Né à Labassière dans les Hautes-Pyrénées, Alphonse Grasset (1873-1952) est l’un des officiers historiens de la Section historique de l’état-major de l’armée en 1914. Ce spécialiste des armées napoléoniennes part en campagne en août 1914. La guerre modifie profondément ses recherches. Gravement blessé, il rejoint le ministère de la Guerre, où il classe les premières archives de la campagne en cours et écrit les premières études. Après la guerre, Grasset devient l’un des écrivains militaires les plus prolixes. Son parcours est éclairant sur la construction des sources militaires de la Grande Guerre.

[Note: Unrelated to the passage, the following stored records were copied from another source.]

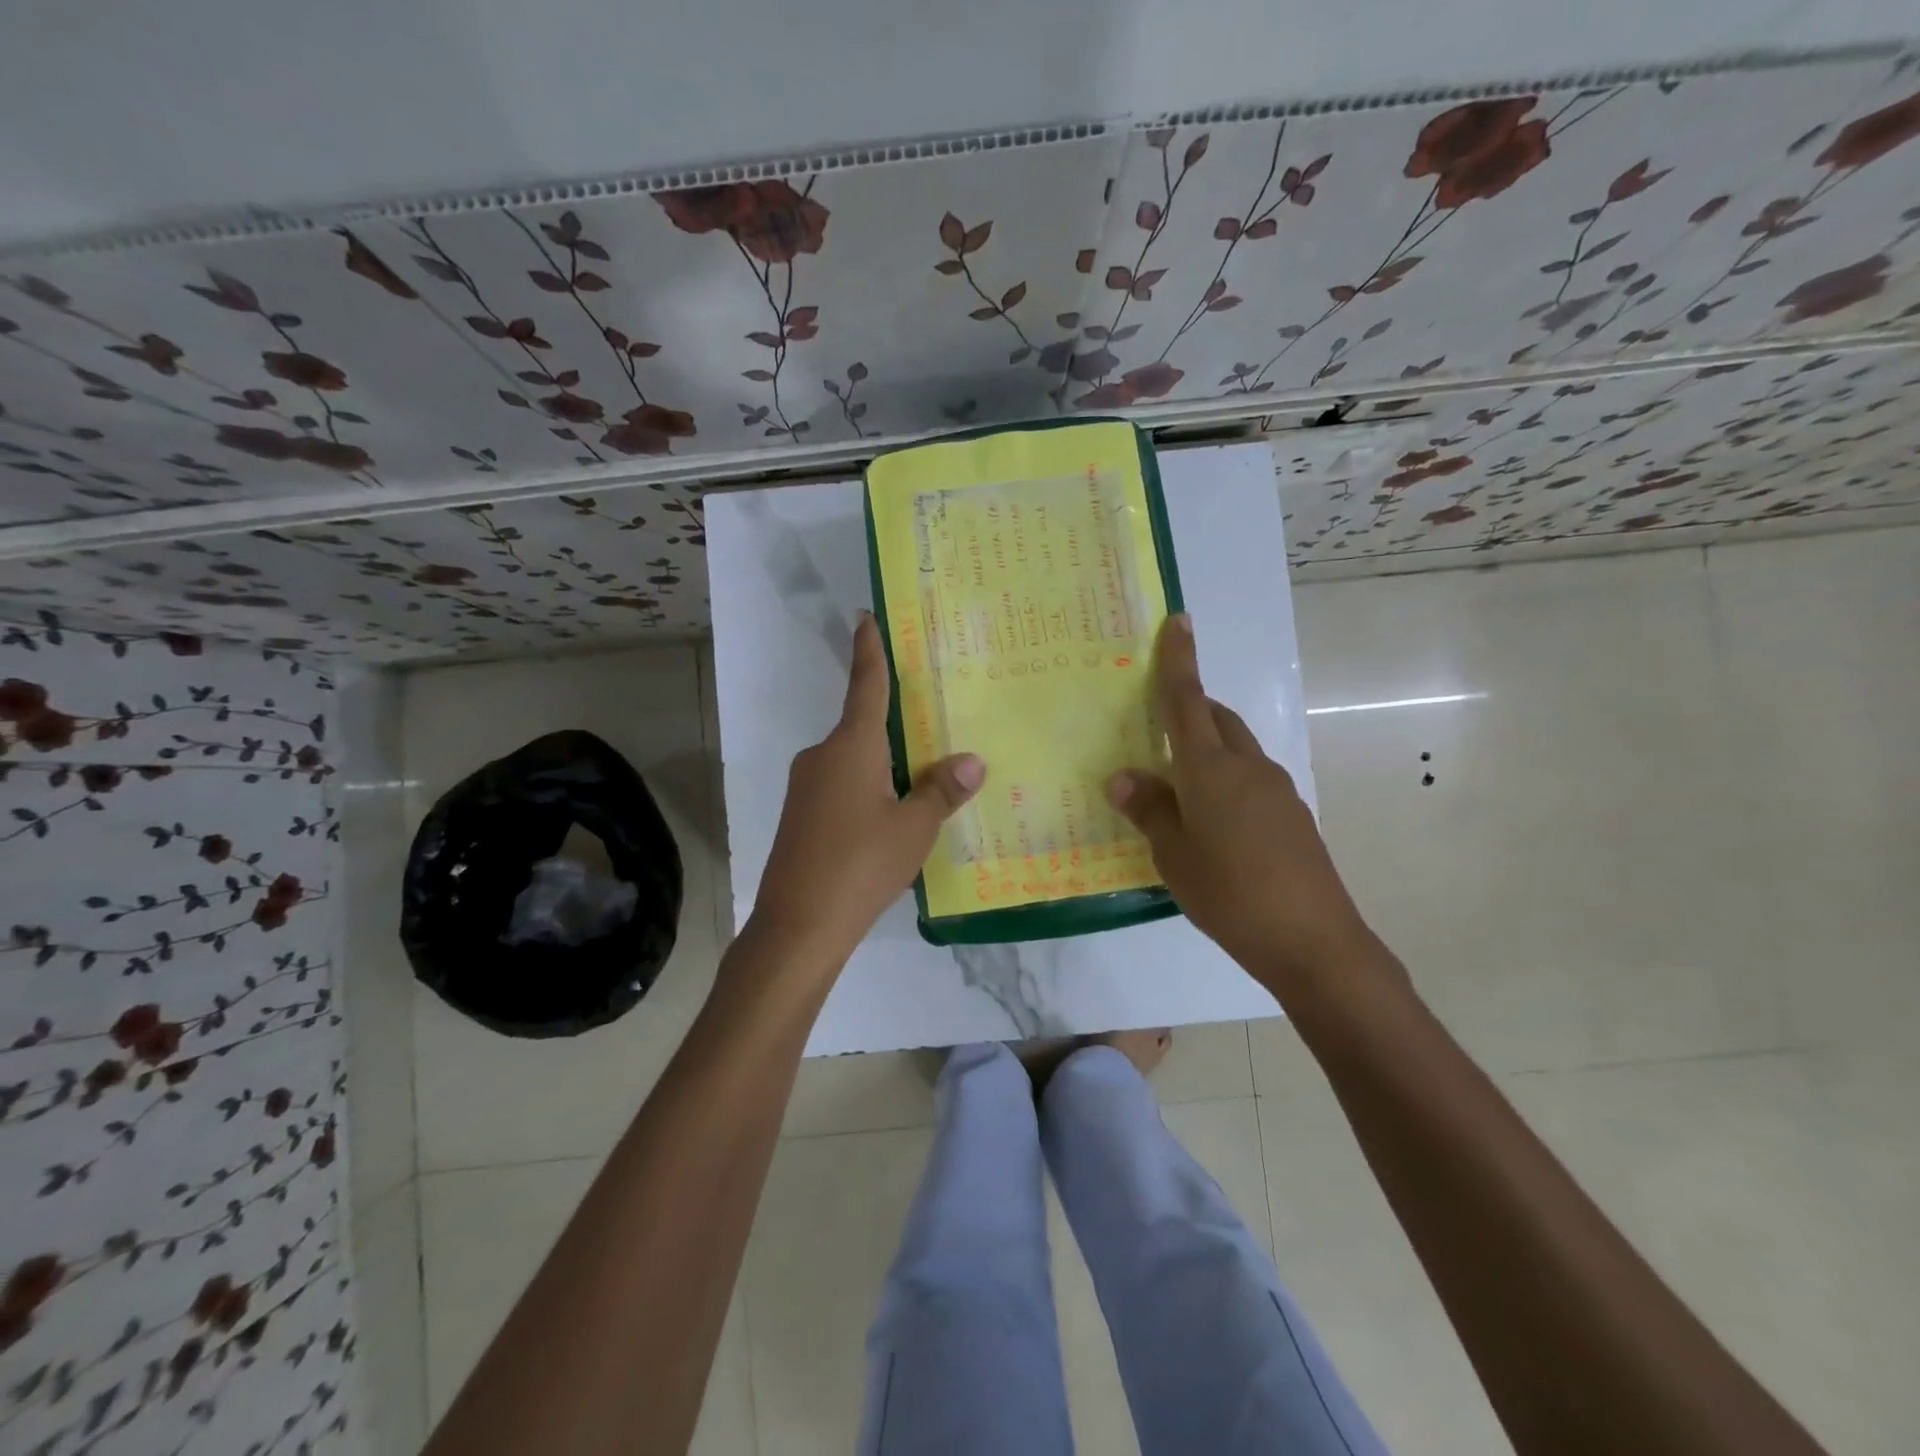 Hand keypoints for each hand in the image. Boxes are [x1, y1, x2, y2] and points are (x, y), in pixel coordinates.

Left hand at [749, 613, 984, 973]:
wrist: (798, 925)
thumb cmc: (861, 865)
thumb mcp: (914, 828)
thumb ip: (942, 790)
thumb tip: (973, 762)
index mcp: (851, 746)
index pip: (866, 685)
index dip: (869, 650)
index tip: (865, 617)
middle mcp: (822, 755)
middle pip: (863, 725)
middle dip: (895, 723)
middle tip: (932, 720)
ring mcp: (805, 786)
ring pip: (853, 760)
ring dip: (884, 762)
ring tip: (922, 777)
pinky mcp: (799, 815)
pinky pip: (841, 786)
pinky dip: (867, 788)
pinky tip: (889, 816)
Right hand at [1107, 615, 1388, 1001]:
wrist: (1313, 941)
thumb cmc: (1230, 893)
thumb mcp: (1174, 855)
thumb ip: (1149, 810)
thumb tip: (1124, 778)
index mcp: (1210, 769)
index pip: (1187, 701)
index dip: (1179, 661)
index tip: (1179, 621)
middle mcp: (1247, 767)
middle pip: (1217, 720)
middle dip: (1190, 709)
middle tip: (1156, 724)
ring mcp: (1276, 790)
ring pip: (1235, 750)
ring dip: (1207, 749)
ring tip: (1176, 785)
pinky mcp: (1292, 816)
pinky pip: (1250, 780)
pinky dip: (1225, 780)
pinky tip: (1211, 821) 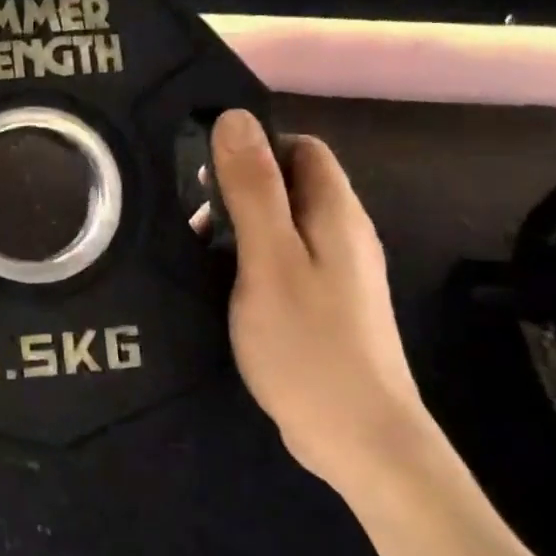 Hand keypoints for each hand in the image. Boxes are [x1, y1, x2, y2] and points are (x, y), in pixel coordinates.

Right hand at [209, 110, 433, 489]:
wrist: (359, 438)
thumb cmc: (308, 342)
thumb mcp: (268, 258)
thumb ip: (252, 188)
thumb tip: (234, 117)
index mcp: (335, 213)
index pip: (301, 148)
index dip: (255, 147)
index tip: (207, 174)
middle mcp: (344, 233)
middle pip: (292, 183)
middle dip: (241, 188)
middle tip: (196, 220)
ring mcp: (339, 272)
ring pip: (286, 223)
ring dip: (242, 225)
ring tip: (200, 253)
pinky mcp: (327, 304)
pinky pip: (286, 258)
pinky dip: (252, 258)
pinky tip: (225, 285) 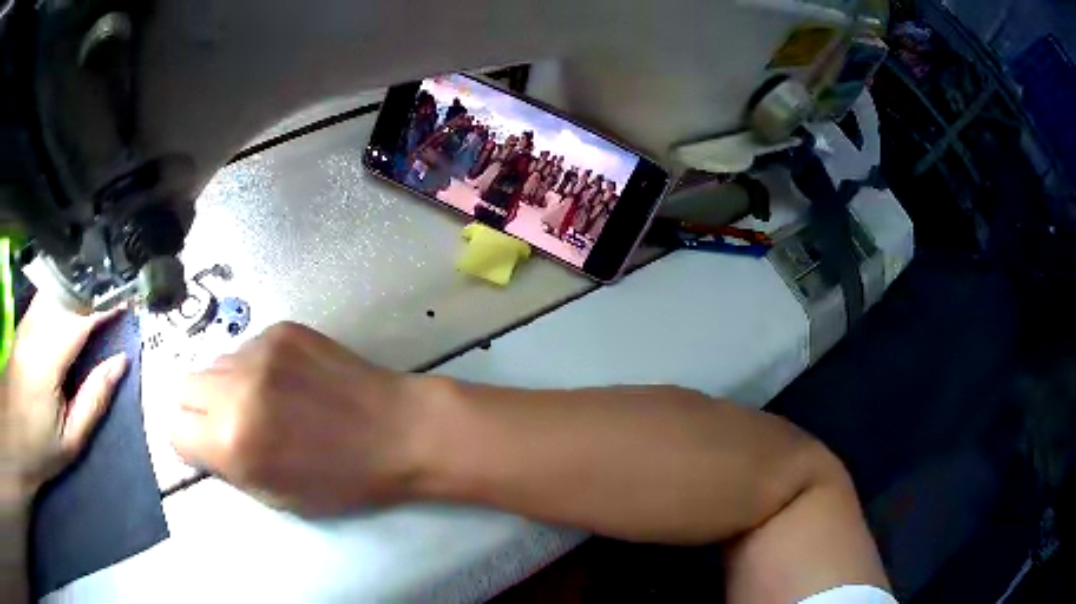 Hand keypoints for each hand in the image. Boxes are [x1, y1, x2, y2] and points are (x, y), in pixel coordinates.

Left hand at [1, 297, 127, 503]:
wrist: (13, 435)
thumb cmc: (38, 447)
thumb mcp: (70, 440)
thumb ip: (95, 399)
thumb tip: (120, 362)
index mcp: (47, 360)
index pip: (81, 315)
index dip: (107, 302)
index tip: (129, 298)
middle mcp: (35, 329)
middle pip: (69, 291)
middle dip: (97, 287)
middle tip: (121, 293)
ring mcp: (27, 320)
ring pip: (58, 286)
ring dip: (83, 286)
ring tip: (104, 293)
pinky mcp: (24, 319)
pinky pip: (49, 293)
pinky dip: (67, 290)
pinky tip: (77, 299)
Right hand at [169, 323, 428, 515]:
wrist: (398, 430)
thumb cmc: (343, 479)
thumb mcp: (277, 495)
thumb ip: (227, 466)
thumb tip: (198, 442)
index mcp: (233, 441)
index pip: (174, 429)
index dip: (188, 442)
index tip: (205, 447)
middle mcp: (237, 387)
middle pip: (183, 388)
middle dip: (198, 410)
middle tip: (226, 424)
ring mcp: (260, 350)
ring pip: (213, 364)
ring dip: (225, 386)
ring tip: (264, 403)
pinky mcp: (282, 329)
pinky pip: (245, 348)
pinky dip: (253, 367)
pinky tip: (288, 383) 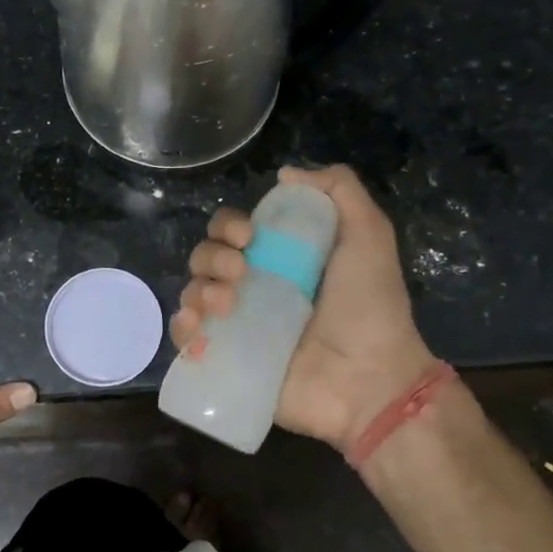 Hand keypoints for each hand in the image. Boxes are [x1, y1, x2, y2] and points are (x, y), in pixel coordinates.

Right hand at [171, 164, 448, 451]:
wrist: (370, 378)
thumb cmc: (369, 305)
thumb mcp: (368, 233)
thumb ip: (339, 190)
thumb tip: (286, 173)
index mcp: (279, 258)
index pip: (232, 230)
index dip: (230, 225)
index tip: (249, 236)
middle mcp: (253, 287)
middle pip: (205, 257)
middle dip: (212, 256)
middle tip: (241, 272)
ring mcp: (239, 326)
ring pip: (192, 293)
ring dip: (199, 290)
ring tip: (227, 305)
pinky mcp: (228, 361)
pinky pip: (187, 339)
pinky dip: (182, 329)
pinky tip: (197, 328) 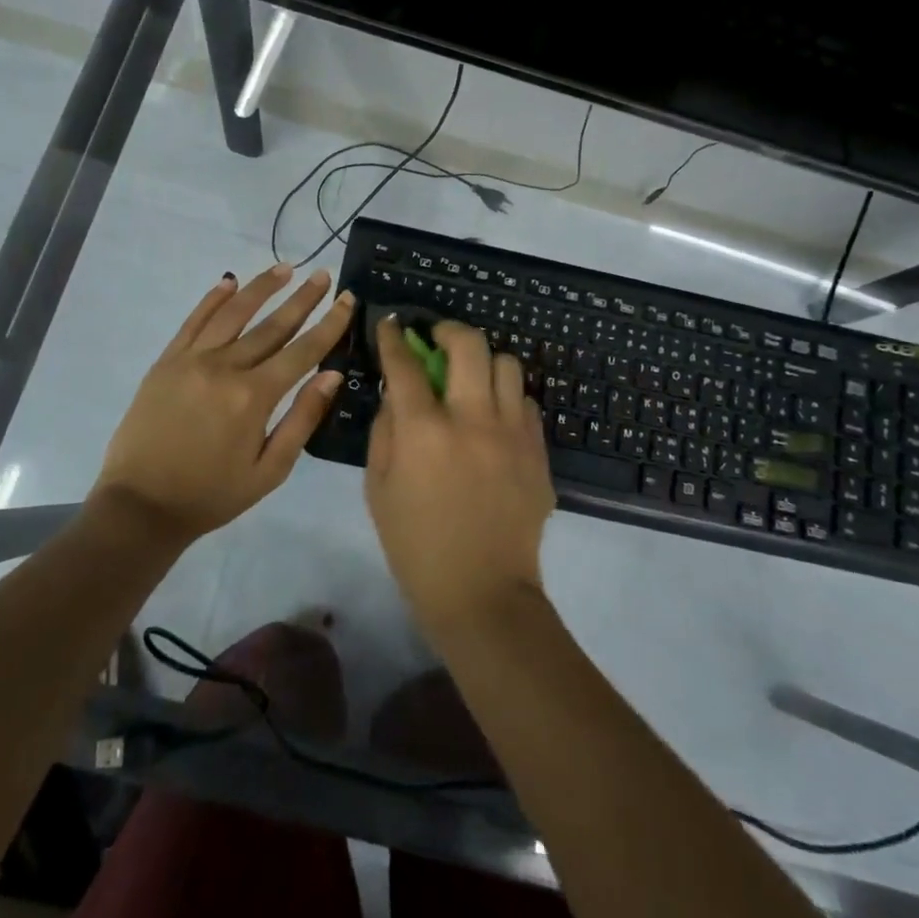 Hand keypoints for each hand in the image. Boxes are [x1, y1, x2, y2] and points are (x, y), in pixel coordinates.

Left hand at [94, 266, 355, 543]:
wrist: (141, 506)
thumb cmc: (212, 495)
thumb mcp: (270, 470)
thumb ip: (302, 419)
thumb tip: (331, 375)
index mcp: (254, 397)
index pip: (302, 350)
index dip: (329, 324)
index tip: (347, 298)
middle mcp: (225, 368)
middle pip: (272, 325)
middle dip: (302, 298)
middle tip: (323, 275)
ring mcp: (191, 360)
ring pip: (233, 313)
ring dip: (261, 288)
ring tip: (285, 268)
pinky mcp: (166, 361)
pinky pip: (193, 321)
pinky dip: (212, 298)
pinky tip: (229, 281)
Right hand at [365, 317, 555, 631]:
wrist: (482, 593)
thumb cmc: (416, 545)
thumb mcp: (379, 487)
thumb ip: (386, 430)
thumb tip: (397, 392)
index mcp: (425, 431)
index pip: (405, 365)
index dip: (393, 338)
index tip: (390, 324)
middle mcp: (473, 419)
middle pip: (469, 344)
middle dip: (448, 330)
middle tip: (437, 340)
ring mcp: (513, 433)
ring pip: (507, 364)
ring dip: (484, 362)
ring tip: (472, 380)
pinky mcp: (539, 451)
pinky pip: (526, 402)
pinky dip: (506, 398)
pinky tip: (494, 419)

Saint-cyrien (1894-1896) et officier d’infanterie (fiche matricule, Archives départementales des Hautes-Pyrénées), Grasset est affecté à la Section historique de l’état-major de l’armée le 24 décembre 1909. A l’époque, l’enseignement et l’étude de l’histoire militaire fondée sur des cas concrets occupent une place centrale dans la formation des cadres. L’armée cherche absolument à tirer des enseignements du passé et Grasset entreprend plusieurs études dans ce sens. En 1906, il publie chez Lavauzelle La doctrine allemande et les leçons de Moukden, ouvrage couronné par l’Académie française. Grasset s’oriente vers l’étude des campagnes napoléoniennes, dont le haut commandement est friand, et se spécialise dans l’étude de la guerre d’Espagne. En 1907, il a déjà publié Malaga, province française (1810-1812) chez Lavauzelle. A la section historique, il poursuit ses études sur la péninsule ibérique et se lance dans la rédaction d’une histoire de la Guerre d’Espagne de 1807 à 1813. Dans ce but, il effectue une mission à Madrid et à Baylen en octobre 1911 afin de reconnaître les champs de bataille. A l’époque, les officiers de la section historique sont d’excellents historiens militaires, à l’instar du capitaine Vidal de La Blache, fils du grand géographe, ou du capitaine Maurice Sautai, dont les études sur l’armée de Louis XIV et la guerre de Succession d’Espagne font toujours autorité (IdRef). Ces officiers ont pour mission :

  • d’exploiter les archives du ministère de la Guerre en publiant des études historiques au profit du commandement (en particulier dans la Revue d’histoire de la Section historique) ;
  • de classer les archives, en particulier celles de l’actuelle série L (guerre de 1870 et Commune de Paris).

La conservation et le classement des archives et des ouvrages reviennent aux archivistes et bibliothécaires, tous civils du ministère de la Guerre.

Un officier historien en guerre

Grasset est mobilisé au 103e régiment d’infanterie. Avant de partir en campagne, les officiers de la section doivent déposer leurs travaux personnels, manuscrits, fiches, notes dans des cartons déposés aux archives. Ces dispositions ont été prises pour faciliter la reprise du travail après la guerre. Aujourd’hui, une partie de ces archives est rassemblée dans la sous-série 2 M au Service historique de la Défense (fonds du Dépôt de la Guerre).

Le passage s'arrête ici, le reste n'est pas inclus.